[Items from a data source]
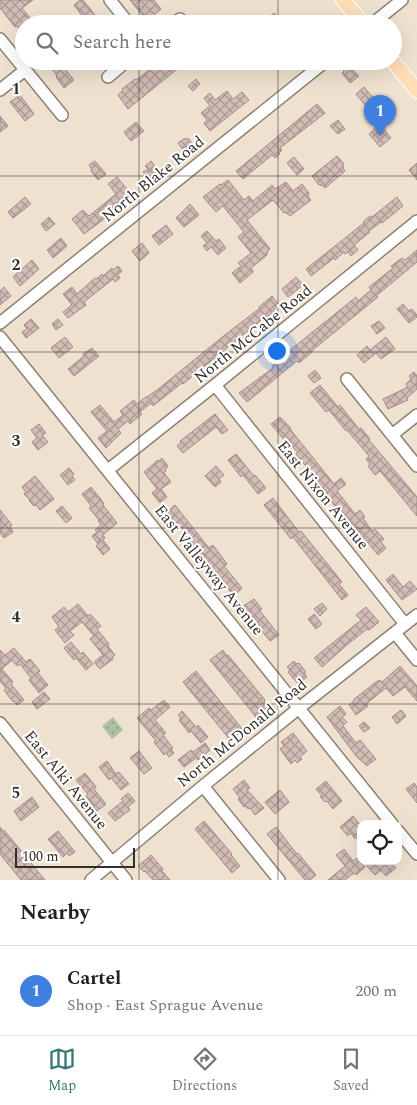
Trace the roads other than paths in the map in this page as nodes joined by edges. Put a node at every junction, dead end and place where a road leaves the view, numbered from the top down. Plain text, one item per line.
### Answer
1 (110, 0) edge
2 (343, 0) edge
3 (402, 0) edge
4 (122, 15) edge
5 (356, 15) edge
6 (383, 15) edge
7 (0, 39) edge
8 (15, 58) edge
9 (25, 70) joint
10 (116, 70) edge
11 (315, 70) edge
12 (400, 70) edge
13 (108, 77) dead end
14 (0, 90) edge
15 (417, 91) edge
16 (62, 115) dead end
17 (417, 221) edge
18 (0, 323) edge
19 (0, 337) edge
20 (347, 379) dead end
21 (215, 385) junction
22 (417, 415) edge
23 (392, 435) junction
24 (417, 466) edge
25 (108, 470) junction
26 (417, 615) edge
27 (405, 624) junction
28 (395, 633) junction
29 (417, 660) edge
30 (299, 708) junction
31 (0, 723) edge
32 (202, 786) junction
33 (389, 820) edge
34 (402, 836) edge
35 (417, 854) edge
36 (112, 862) junction
37 (91, 880) edge
38 (126, 880) edge
39 (279, 880) edge

1 - 4 street
2 - 5 main road
3 - 6 street
7 - 8 street
9 - 14 street
9 - 16 street
10 - 13 street
11 - 18 street, North Blake Road
12 - 15 main road
17 - 21 street, North McCabe Road
19 - 25 street, East Valleyway Avenue
20 - 23 street
21 - 25 street, North McCabe Road
21 - 27 street, East Nixon Avenue
22 - 23 street
23 - 24 street
25 - 30 street, East Valleyway Avenue
26 - 27 street, North McDonald Road
27 - 28 street, North McDonald Road
28 - 29 street
28 - 30 street, North McDonald Road
30 - 32 street, North McDonald Road
30 - 33 street, East Valleyway Avenue
31 - 36 street, East Alki Avenue
32 - 36 street, North McDonald Road
32 - 39 street
34 - 35 street
36 - 37 street, North McDonald Road
36 - 38 street, East Alki Avenue

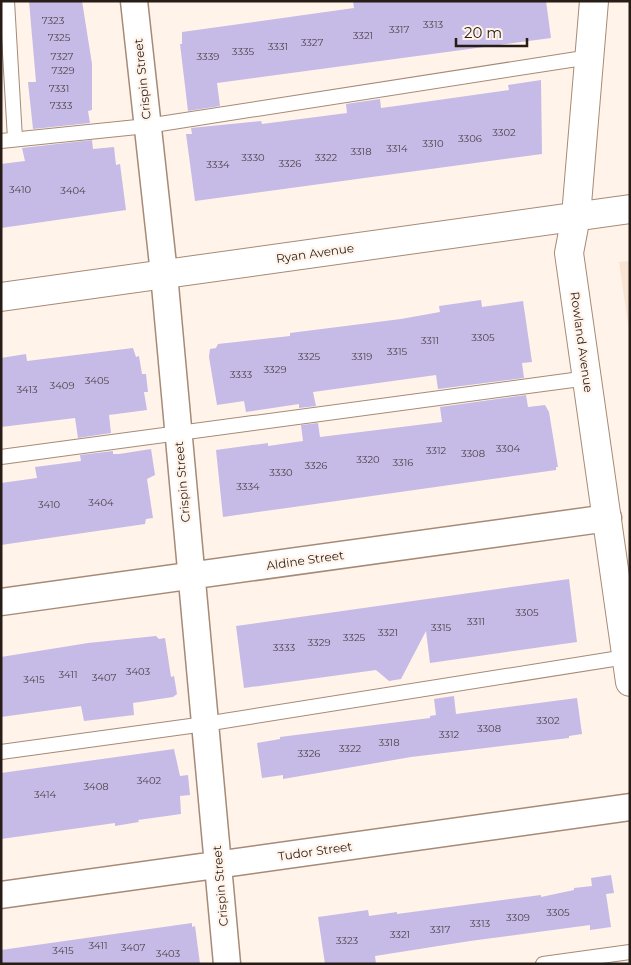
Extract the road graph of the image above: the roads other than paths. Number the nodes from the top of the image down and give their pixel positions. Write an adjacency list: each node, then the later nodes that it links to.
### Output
1 (6, 1): 6 (lane)
2 (134, 1): 5 (street, Crispin Street)
3 (594, 1): 4 (street, Rowland Avenue)
4 (590, 57): 5 (lane); 8 (street, Rowland Avenue)
5 (146, 126): 6 (lane); 9 (street, Crispin Street)
6 (8, 140)
7 (630, 209): 8 (street, Ryan Avenue)
8 (576, 216): 9 (street, Ryan Avenue); 11 (street, Rowland Avenue)
9 (164, 274): 10 (street, Ryan Avenue); 12 (street, Crispin Street)
10 (1, 297)
11 (588, 378): 12 (lane); 14 (street, Rowland Avenue)
12 (177, 433): 13 (lane); 15 (street, Crispin Street)
13 (1, 457)
14 (608, 518): 15 (street, Aldine Street); 17 (street, Rowland Avenue)
15 (190, 576): 16 (street, Aldine Street); 18 (street, Crispin Street)
16 (1, 602)
17 (628, 669): 18 (lane)
18 (205, 724): 19 (lane); 21 (street, Crispin Street)
19 (1, 752)
20 (630, 807): 21 (street, Tudor Street)
21 (218, 864): 22 (street, Tudor Street); 24 (street, Crispin Street)
22 (1, 894)
23 (630, 952): 25 (lane)
24 (228, 964)
25 (543, 964)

**PROBLEM:** Without the pictures, reproduce every entry exactly as written.

**ANSWER SECTION:**
Trace the roads other than paths in the map in this page as nodes joined by edges. Put a node at every junction, dead end and place where a road leaves the view, numbered from the top down. Plain text, one item per line.
### Answer
1 (110, 0) edge
2 (343, 0) edge
3 (402, 0) edge
4 (122, 15) edge
5 (356, 15) edge
6 (383, 15) edge
7 (0, 39) edge
8 (15, 58) edge
9 (25, 70) joint
10 (116, 70) edge
11 (315, 70) edge
12 (400, 70) edge
13 (108, 77) dead end
14 (0, 90) edge
15 (417, 91) edge
16 (62, 115) dead end
17 (417, 221) edge
18 (0, 323) edge
19 (0, 337) edge
20 (347, 379) dead end
21 (215, 385) junction
22 (417, 415) edge
23 (392, 435) junction
24 (417, 466) edge
25 (108, 470) junction
26 (417, 615) edge
27 (405, 624) junction
28 (395, 633) junction
29 (417, 660) edge
30 (299, 708) junction
31 (0, 723) edge
32 (202, 786) junction
33 (389, 820) edge
34 (402, 836) edge
35 (417, 854) edge
36 (112, 862) junction
37 (91, 880) edge
38 (126, 880) edge
39 (279, 880) edge

1 - 4 street
2 - 5 main road
3 - 6 street
7 - 8 street
9 - 14 street
9 - 16 street
10 - 13 street
11 - 18 street, North Blake Road
12 - 15 main road
17 - 21 street, North McCabe Road
19 - 25 street, East Valleyway Avenue
20 - 23 street
21 - 25 street, North McCabe Road
21 - 27 street, East Nixon Avenue
22 - 23 street
23 - 24 street
25 - 30 street, East Valleyway Avenue
26 - 27 street, North McDonald Road
27 - 28 street, North McDonald Road
28 - 29 street
28 - 30 street, North McDonald Road
30 - 32 street, North McDonald Road
30 - 33 street, East Valleyway Avenue
31 - 36 street, East Alki Avenue
32 - 36 street, North McDonald Road
32 - 39 street
34 - 35 street
36 - 37 street, North McDonald Road
36 - 38 street, East Alki Avenue

Extract the road graph of the image above: the roads other than paths. Number the nodes from the top of the image down and give their pixel positions. Write an adjacency list: each node, then the later nodes that it links to.
### Output
1 (6, 1): 6 (lane)
2 (134, 1): 5 (street, Crispin Street)
3 (594, 1): 4 (street, Rowland Avenue)
4 (590, 57): 5 (lane); 8 (street, Rowland Avenue)
5 (146, 126): 6 (lane); 9 (street, Crispin Street)
6 (8, 140)
7 (630, 209): 8 (street, Ryan Avenue)
8 (576, 216): 9 (street, Ryan Avenue); 11 (street, Rowland Avenue)
9 (164, 274): 10 (street, Ryan Avenue); 12 (street, Crispin Street)
10 (1, 297)
11 (588, 378): 12 (lane); 14 (street, Rowland Avenue)
12 (177, 433): 13 (lane); 15 (street, Crispin Street)
13 (1, 457)
14 (608, 518): 15 (street, Aldine Street); 17 (street, Rowland Avenue)
15 (190, 576): 16 (street, Aldine Street); 18 (street, Crispin Street)
16 (1, 602)
17 (628, 669): 18 (lane)
18 (205, 724): 19 (lane); 21 (street, Crispin Street)
19 (1, 752)
20 (630, 807): 21 (street, Tudor Street)
21 (218, 864): 22 (street, Tudor Street); 24 (street, Crispin Street)
22 (1, 894)
23 (630, 952): 25 (lane)
24 (228, 964)
25 (543, 964)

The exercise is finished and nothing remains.